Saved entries
══════════════════════════════

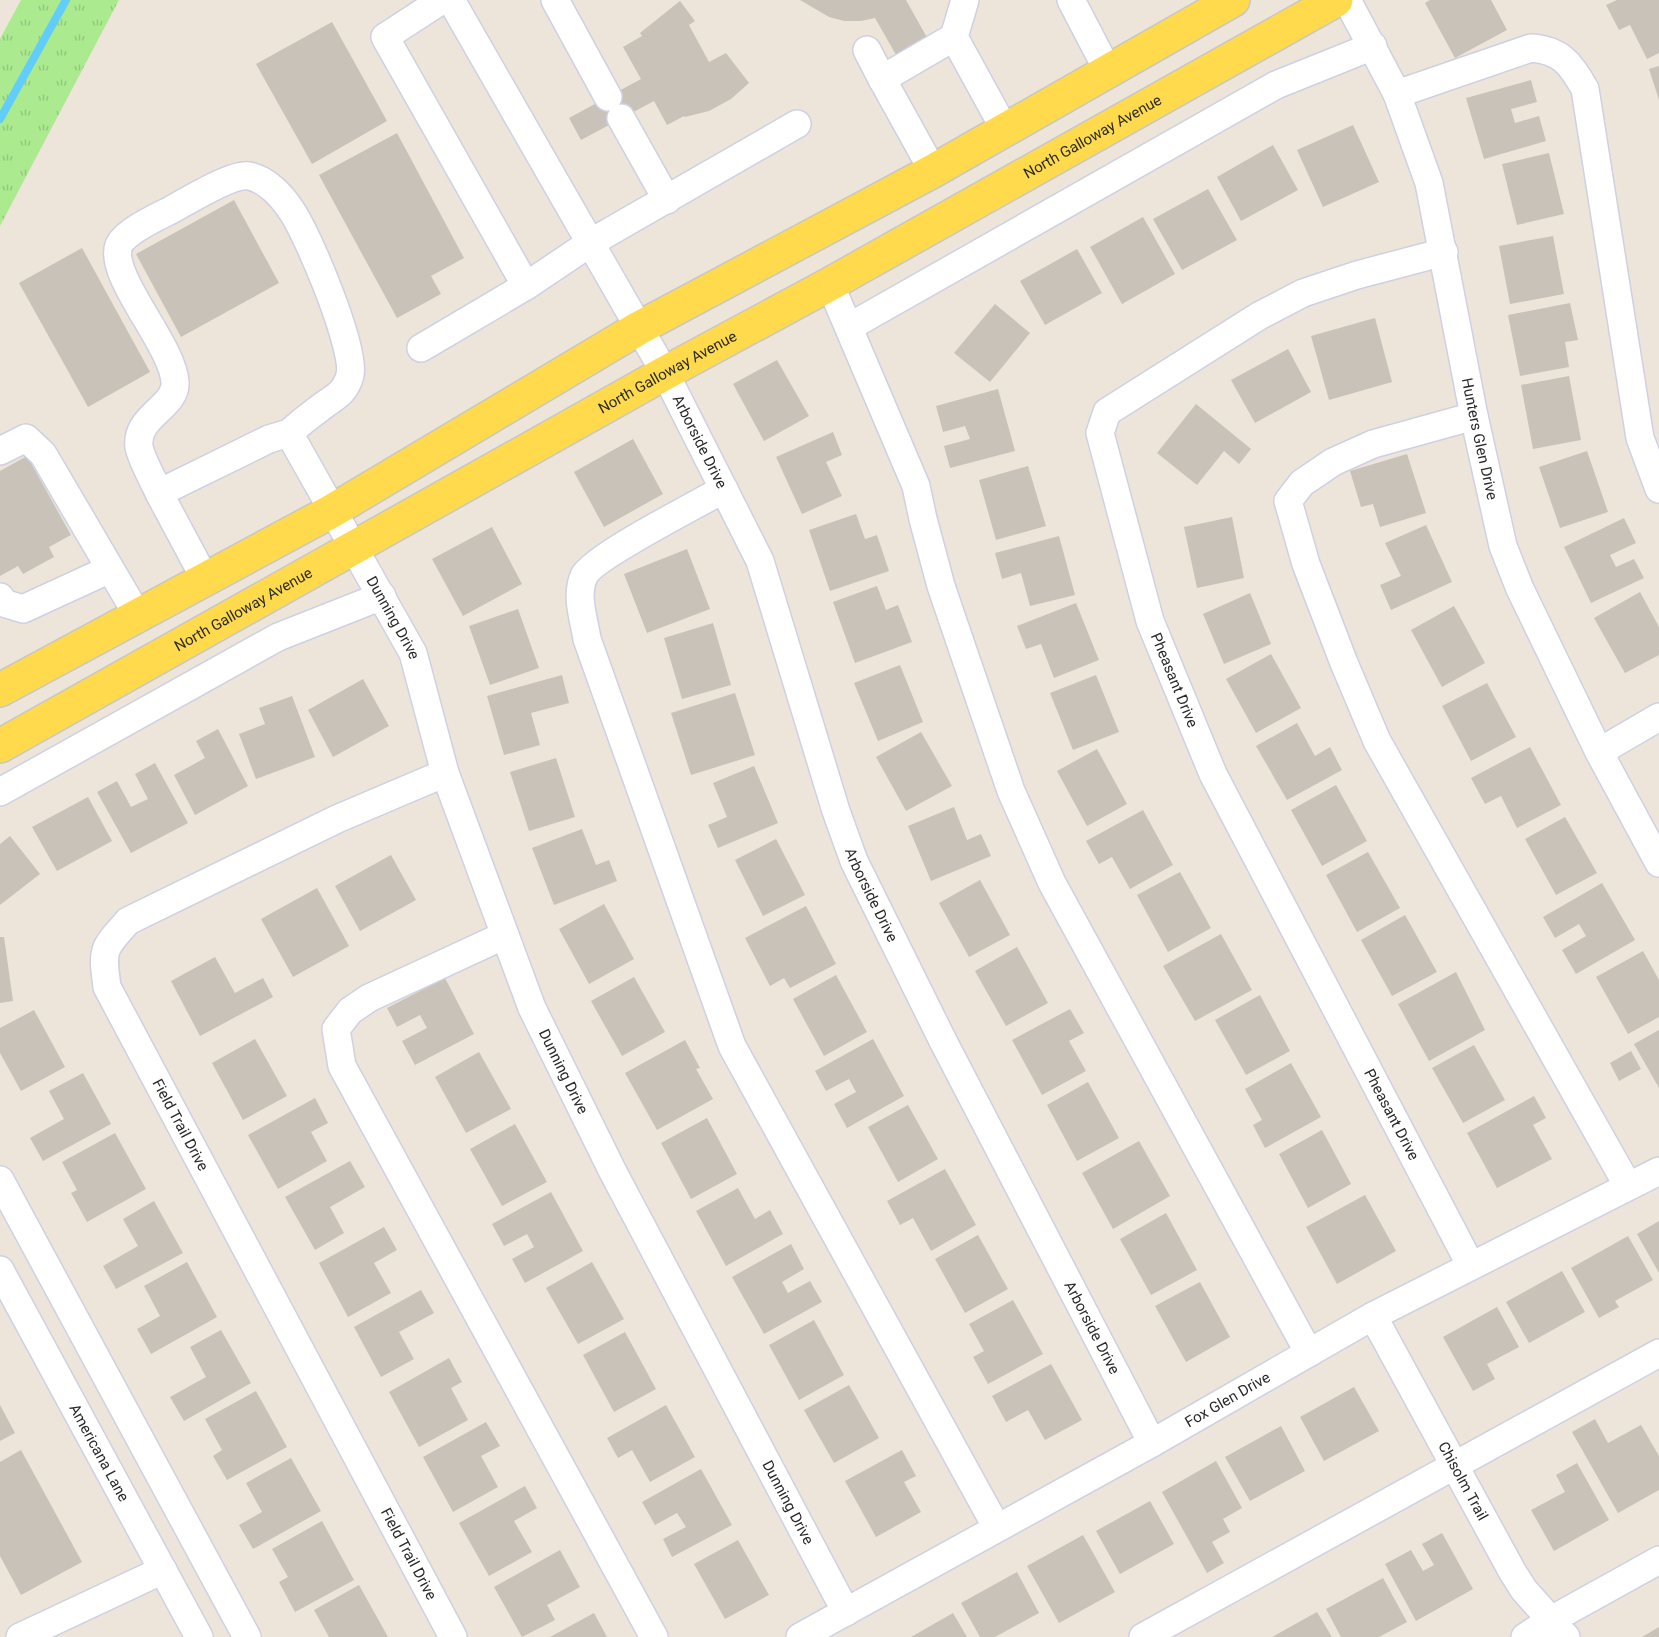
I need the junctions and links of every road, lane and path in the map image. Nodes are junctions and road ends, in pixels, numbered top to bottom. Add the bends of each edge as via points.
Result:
1 (442, 0) edge
2 (451, 0) edge
3 (555, 0) edge
4 (965, 0) edge
5 (1070, 0) edge
6 (1232, 0) edge
7 (1336, 0) edge
8 (1347, 0) edge
9 (954, 37) junction
10 (1373, 46) junction
11 (867, 50) dead end
12 (1108, 71) junction
13 (882, 79) junction
14 (1398, 94) junction
15 (797, 124) dead end
16 (1005, 130) junction
17 (933, 171) junction
18 (667, 200) junction
19 (590, 243) junction
20 (1444, 252) junction
21 (830, 284) junction
22 (526, 286) junction
23 (849, 327) junction
24 (639, 328) junction
25 (421, 348) dead end
26 (665, 373) junction
27 (1474, 416) junction
28 (289, 434) junction
29 (0, 451) edge
30 (724, 489) junction
31 (1659, 489) edge
32 (159, 493) junction
33 (332, 511) junction
34 (354, 548) junction
35 (111, 569) junction
36 (206, 579) junction
37 (382, 596) junction
38 (0, 597) edge
39 (138, 616) junction
40 (0, 690) edge
41 (1659, 717) edge
42 (0, 746) edge
43 (1599, 752) junction
44 (445, 773) junction
45 (0, 792) edge
46 (1659, 863) edge
47 (505, 935) junction
48 (1659, 1171) edge
49 (0, 1180) edge
50 (1629, 1186) junction
51 (1471, 1266) junction
52 (0, 1271) edge
53 (1373, 1316) junction
54 (1309, 1353) junction
55 (1659, 1353) edge
56 (1152, 1443) junction
57 (1454, 1466) junction
58 (997, 1528) junction
59 (1659, 1560) edge
60 (163, 1570) junction
61 (846, 1612) junction
62 (1559, 1628) edge
63 (20, 1637) edge
64 (199, 1637) edge
65 (247, 1637) edge
66 (453, 1637) edge
67 (654, 1637) edge
68 (800, 1637) edge
69 (1143, 1637) edge
70 (1525, 1637) edge

1 - 22 street via 385,37
2 - 19 street, Arborside Drive
3 - 18 street
4 - 9 street
5 - 12 street
6 - 12 main road
7 - 21 main road, North Galloway Avenue
8 - 10 street, Hunters Glen Drive
9 - 13 street
9 - 16 street
10 - 14 street, Hunters Glen Drive
10 - 23 street via 1276,85
11 - 13 street
12 - 16 main road
13 - 17 street
14 - 20 street, Hunters Glen Drive via 1429,183
14 - 31 street via 1531,48 1548,49 1575,71 1585,89 1640,438
15 - 18 street
16 - 17 main road
17 - 24 main road
18 - 19 street
19 - 22 street
19 - 24 street, Arborside Drive
20 - 27 street, Hunters Glen Drive
20 - 51 street, Pheasant Drive via 1357,275 1259,316 1107,412 1100,433 1150,621 1213,774
21 - 23 street
21 - 26 main road, North Galloway Avenue
22 - 25 street
23 - 54 street via 916,486 940,586 1011,791 1034,844
24 - 26 street, Arborside Drive
24 - 33 main road
26 - 30 street, Arborside Drive
26 - 34 main road, North Galloway Avenue
27 - 43 street, Hunters Glen Drive via 1503,546
27 - 50 street via 1373,444 1333,462 1302,483 1288,501 1306,564 1377,741
28 - 32 street via 269,439
28 - 32 street via 343,391 351,374 347,346 313,250 291,209 267,183 248,175 226,181 135,229 119,245 118,260 130,291 168,354 176,384 169,400 146,421 141,433 139,447
28 - 33 street, Dunning Drive
29 - 35 street via 26,438 43,453
30 - 56 street, Arborside Drive via 760,561 854,861 947,1050
30 - 58 street via 605,556 584,574 579,596 587,639 732,1046
32 - 36 street
33 - 34 street, Dunning Drive
33 - 36 main road
34 - 37 street, Dunning Drive
34 - 42 main road, North Galloway Avenue
35 - 38 street via 23,609 4,603
35 - 39 street
36 - 39 main road
37 - 44 street, Dunning Drive via 413,653
37 - 45 street via 278,637
39 - 40 main road
41 - 43 street
43 - 46 street, Hunters Glen Drive
44 - 47 street, Dunning Drive
44 - 66 street, Field Trail Drive via 337,819 128,921 108,944 104,960 107,987
47 - 61 street, Dunning Drive via 532,1008 613,1172
47 - 67 street via 369,998 350,1011 336,1029 342,1066
48 - 50 street, Fox Glen Drive
49 - 65 street
50 - 51 street, Fox Glen Drive
51 - 53 street, Fox Glen Drive
52 - 60 street, Americana Lane
53 - 54 street, Fox Glen Drive
53 - 57 street, Chisolm Trail
54 - 56 street, Fox Glen Drive
55 - 57 street
56 - 58 street, Fox Glen Drive
57 - 62 street, Chisolm Trail via 1524,1590
57 - 69 street
58 - 61 street, Fox Glen Drive
59 - 62 street
60 - 63 street
60 - 64 street, Americana Lane
61 - 68 street, Fox Glen Drive
62 - 70 street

══════════════════════════════

*Try it:* Return the data exactly as it stands, minus the pictures.

*Exercise response:*
I need the junctions and links of every road, lane and path in the map image. Nodes are junctions and road ends, in pixels, numbered top to bottom. Add the bends of each edge as via points.
Result:
1 (442, 0) edge
2 (451, 0) edge
3 (555, 0) edge
4 (965, 0) edge
5 (1070, 0) edge
6 (1232, 0) edge
7 (1336, 0) edge
8 (1347, 0) edge
9 (954, 37) junction
10 (1373, 46) junction
11 (867, 50) dead end
12 (1108, 71) junction
13 (882, 79) junction
14 (1398, 94) junction
15 (797, 124) dead end
16 (1005, 130) junction
17 (933, 171) junction
18 (667, 200) junction
19 (590, 243) junction
20 (1444, 252) junction
21 (830, 284) junction
22 (526, 286) junction
23 (849, 327) junction
24 (639, 328) junction
25 (421, 348) dead end
26 (665, 373) junction
27 (1474, 416) junction
28 (289, 434) junction
29 (0, 451) edge
30 (724, 489) junction
31 (1659, 489) edge
32 (159, 493) junction
33 (332, 511) junction
34 (354, 548) junction
35 (111, 569) junction
36 (206, 579) junction
37 (382, 596) junction
38 (0, 597) edge
39 (138, 616) junction
40 (0, 690) edge
41 (1659, 717) edge
42 (0, 746) edge
43 (1599, 752) junction
44 (445, 773) junction
45 (0, 792) edge
46 (1659, 863) edge
47 (505, 935) junction
48 (1659, 1171) edge
49 (0, 1180) edge
50 (1629, 1186) junction
51 (1471, 1266) junction
52 (0, 1271) edge
53 (1373, 1316) junction
54 (1309, 1353) junction
55 (1659, 1353) edge
56 (1152, 1443) junction
57 (1454, 1466) junction
58 (997, 1528) junction
59 (1659, 1560) edge
60 (163, 1570) junction
61 (846, 1612) junction
62 (1559, 1628) edge
63 (20, 1637) edge
64 (199, 1637) edge
65 (247, 1637) edge
66 (453, 1637) edge
67 (654, 1637) edge
68 (800, 1637) edge
69 (1143, 1637) edge
70 (1525, 1637) edge

1 - 22 street via 385,37
2 - 19 street, Arborside Drive
3 - 18 street
4 - 9 street
5 - 12 street
6 - 12 main road
7 - 21 main road, North Galloway Avenue
8 - 10 street, Hunters Glen Drive
9 - 13 street
9 - 16 street
10 - 14 street, Hunters Glen Drive
10 - 23 street via 1276,85
11 - 13 street
12 - 16 main road
13 - 17 street
14 - 20 street, Hunters Glen Drive via 1429,183
14 - 31 street via 1531,48 1548,49 1575,71 1585,89 1640,438
15 - 18 street
16 - 17 main road
17 - 24 main road
18 - 19 street
19 - 22 street
19 - 24 street, Arborside Drive
20 - 27 street, Hunters Glen Drive
20 - 51 street, Pheasant Drive via 1357,275 1259,316 1107,412 1100,433 1150,621 1213,774
21 - 23 street
21 - 26 main road, North Galloway Avenue
22 - 25 street
23 - 54 street via 916,486 940,586 1011,791 1034,844
24 - 26 street, Arborside Drive
24 - 33 main road
26 - 30 street, Arborside Drive
26 - 34 main road, North Galloway Avenue
27 - 43 street, Hunters Glen Drive via 1503,546
27 - 50 street via 1373,444 1333,462 1302,483 1288,501 1306,564 1377,741
28 - 32 street via 269,439
28 - 32 street via 343,391 351,374 347,346 313,250 291,209 267,183 248,175 226,181 135,229 119,245 118,260 130,291 168,354 176,384 169,400 146,421 141,433 139,447
28 - 33 street, Dunning Drive
29 - 35 street via 26,438 43,453
30 - 56 street, Arborside Drive via 760,561 854,861 947,1050
30 - 58 street via 605,556 584,574 579,596 587,639 732,1046
32 - 36 street
33 - 34 street, Dunning Drive
33 - 36 main road
34 - 37 street, Dunning Drive
34 - 42 main road, North Galloway Avenue
35 - 38 street via 23,609 4,603
35 - 39 street
36 - 39 main road
37 - 44 street, Dunning Drive via 413,653
37 - 45 street via 278,637
39 - 40 main road
41 - 43 street
43 - 46 street, Hunters Glen Drive
44 - 47 street, Dunning Drive
44 - 66 street, Field Trail Drive via 337,819 128,921 108,944 104,960 107,987
47 - 61 street, Dunning Drive via 532,1008 613,1172
47 - 67 street via 369,998 350,1011 336,1029 342,1066
48 - 50 street, Fox Glen Drive
49 - 65 street
50 - 51 street, Fox Glen Drive
51 - 53 street, Fox Glen Drive
52 - 60 street, Americana Lane
53 - 54 street, Fox Glen Drive
53 - 57 street, Chisolm Trail
54 - 56 street, Fox Glen Drive
55 - 57 street
56 - 58 street, Fox Glen Drive
57 - 62 street, Chisolm Trail via 1524,1590
57 - 69 street
58 - 61 street, Fox Glen Drive
59 - 62 street
60 - 63 street
60 - 64 street, Americana Lane
61 - 68 street, Fox Glen Drive
62 - 70 street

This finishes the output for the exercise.